Affordable housing push continues with $2M from city
Published 6:00 am Thursday, December 26, 2024
Bowling Green’s ongoing effort to increase access to affordable housing is continuing as city commissioners on Dec. 17 unanimously approved several bids totaling up to $2 million for the construction of 193 housing units, a move the city says marks a “significant increase” in Bowling Green’s affordable housing options.
The bids were awarded to Wabuck Development Company of Leitchfield, AU Associates of Lexington and local developer Live The Dream Development, Inc. The money comes from the city’s American Rescue Plan Act (ARPA) funding.
Neighborhood and Community Services head Brent Childers said the units being built by Wabuck and AU — 191 of the 193 total — form part of a large-scale affordable housing announcement announced by Kentucky Gov. Andy Beshear earlier this year, which will see 635 housing units constructed in Warren County.
“There were five projects announced by the state,” Childers said. “They are two of those five projects.”

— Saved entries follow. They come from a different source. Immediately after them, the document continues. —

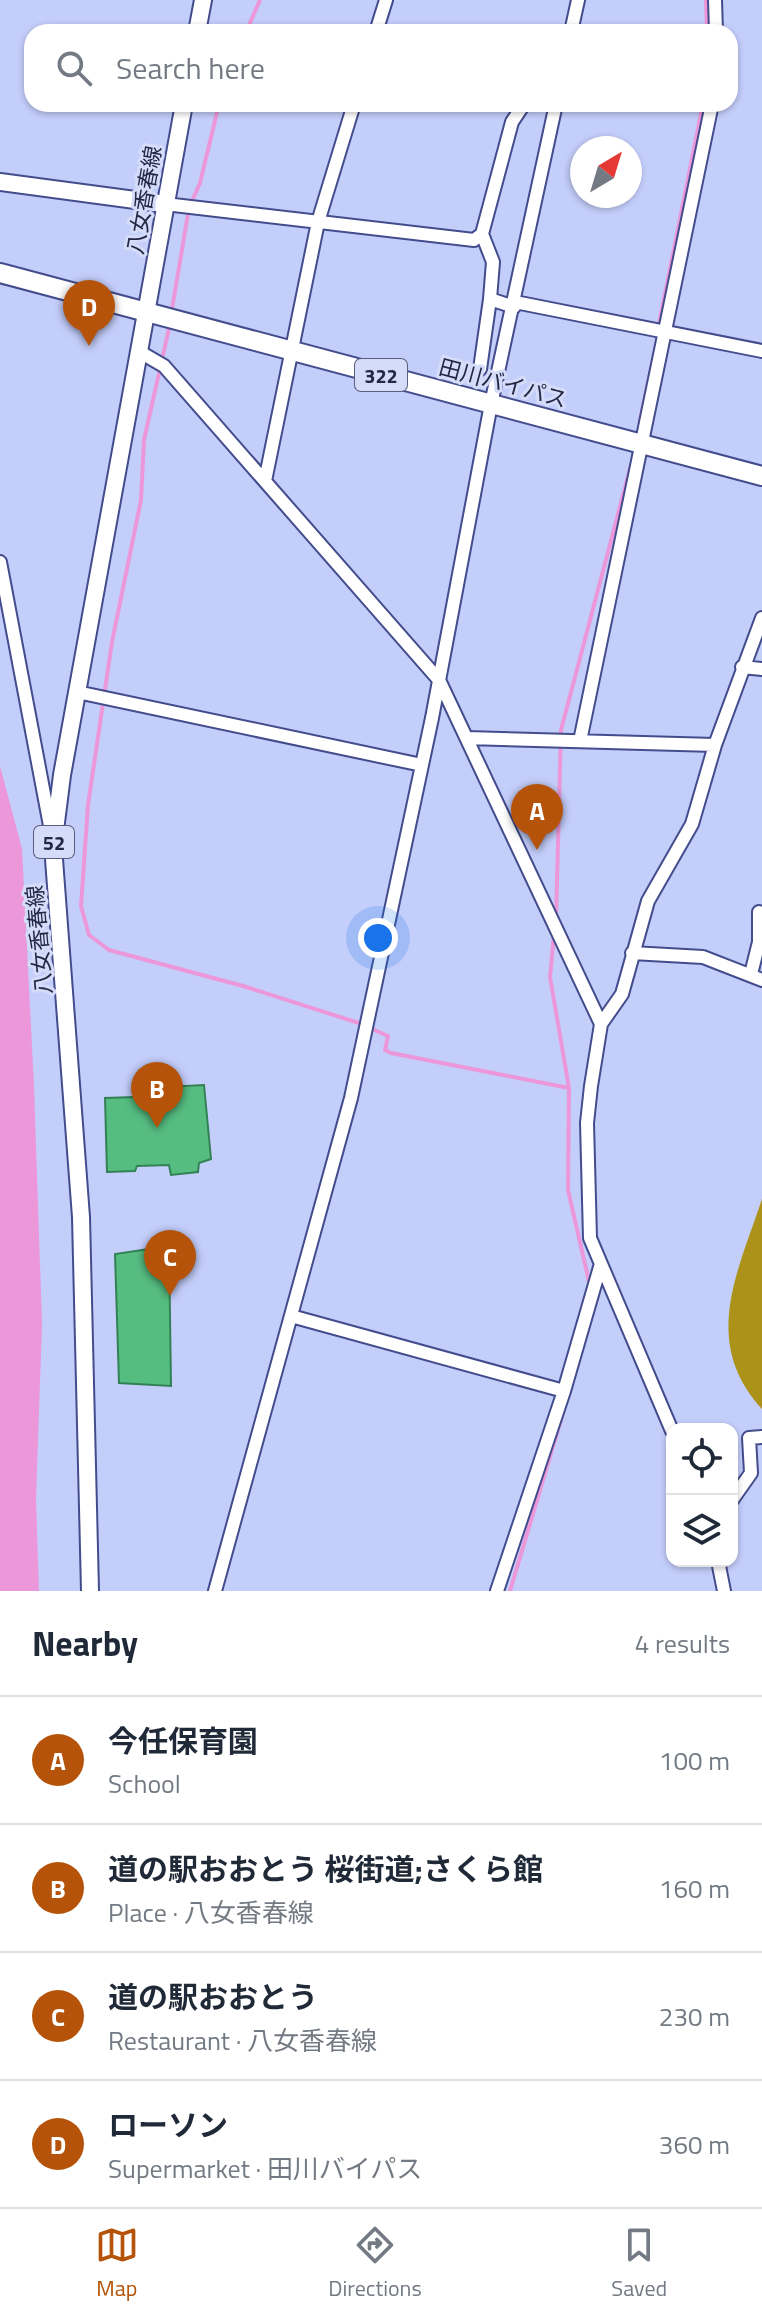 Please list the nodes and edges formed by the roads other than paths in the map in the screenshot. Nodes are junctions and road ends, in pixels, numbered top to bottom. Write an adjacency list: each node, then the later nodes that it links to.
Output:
1 (203, 0): 5 (main road)
2 (386, 0): 6 (street)
3 (578, 0): 7 (street)
4 (715, 0): 8 (street)
5 (198, 24)
6 (378, 24)
7 (573, 24)
8 (716, 24)
9 (182, 112): 15 (main road, 八女香春線 / 52)
10 (352, 112): 16 (street)
11 (519, 112): 17 (street)
12 (554, 112): 20 (street)
13 (710, 112): 22 (street)
14 (0, 182): 15 (main road)
15 (165, 204): 16 (street); 21 (main road, 八女香春線 / 52)
16 (318, 222): 17 (street); 25 (street)
17 (482, 234): 19 (street)
18 (0, 273): 21 (highway, 田川バイパス / 322)
19 (490, 299): 20 (street); 26 (street)
20 (514, 305): 22 (street); 27 (street)
21 (148, 311): 24 (main road, 八女香春線 / 52); 25 (highway, 田川バイパス / 322)
22 (663, 331): 23 (street); 28 (street)
23 (762, 351)
24 (140, 352): 30 (street); 36 (main road, 八女香春線 / 52)
25 (290, 352): 27 (highway, 田川バイパス / 322); 30 (street)
26 (480, 369)
27 (491, 404): 28 (highway, 田川バイパス / 322); 35 (street)
28 (641, 444): 29 (highway, 田川バイパス / 322); 38 (street)
29 (762, 476)
30 (265, 481): 35 (street)
31 (0, 562): 41 (street)
32 (762, 618): 33 (street)
33 (742, 667): 34 (street); 39 (street)
34 (762, 669)
35 (439, 680): 37 (street); 40 (street)
36 (77, 692): 40 (street); 41 (main road, 八女香春線 / 52)
37 (467, 738): 38 (street); 45 (street)
38 (580, 741): 39 (street)
39 (715, 745): 43 (street)
40 (422, 765): 47 (street)
41 (53, 846): 53 (main road, 八女香春線 / 52)
42 (759, 912): 44 (street)
43 (632, 953): 44 (street); 45 (street)
44 (756, 977)
45 (601, 1024): 46 (street)
46 (600, 1267): 48 (street); 49 (street)
47 (291, 1316): 48 (street); 54 (street)
48 (564, 1391): 55 (street)
49 (668, 1423)
50 (762, 1437): 51 (street)
51 (736, 1495)
52 (719, 1567): 56 (street)
53 (90, 1591)
54 (215, 1591)
55 (497, 1591)
56 (724, 1591)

Of the $2 million awarded by the city, Wabuck will receive $840,000, AU will get $660,000 and Live The Dream will get $500,000.
“We’re trying to be strategic in partnering that with the funding that the state was providing to try to get as many affordable units into Bowling Green and Warren County as we could,” Childers said.
Childers said the units Live The Dream is on the books to build are not part of the 635 units announced by the state. Rather, these will fill in the last remaining holes in one of the Housing Authority of Bowling Green’s already existing neighborhoods.
The lion’s share of the units will be multi-family spaces while Live The Dream’s projects are both duplexes. As for a timeline, the projects are still in the planning stages.
“They’re going through their environmental reviews right now,” Childers said. “We’re looking to finalize all of our stuff in the early spring, in conjunction with the state funding, and so that construction could start late spring, early summer.”
Rent in the units will be controlled, overseen by the Kentucky Housing Corporation. Childers said rental costs for the units will likely be at the targeted 60% of area median income category.
Once construction starts, he said it will likely be around 18 months before folks move in. At Bowling Green’s average of 2.5 people per housing unit, 483 people will have access to new housing.
Even as affordable housing announcements in town come in almost like clockwork, Childers said due to market forces with housing, the need for it will never go away.
“There’s always going to be a population that can’t afford what that market price is,” Childers said. “What you’re trying to do is to correct as much of that as you can through public investment, but you can never get it all.
“You’re trying to manage it the best that you can as a community, and trying to make as much impact to as many people as you can,” he said.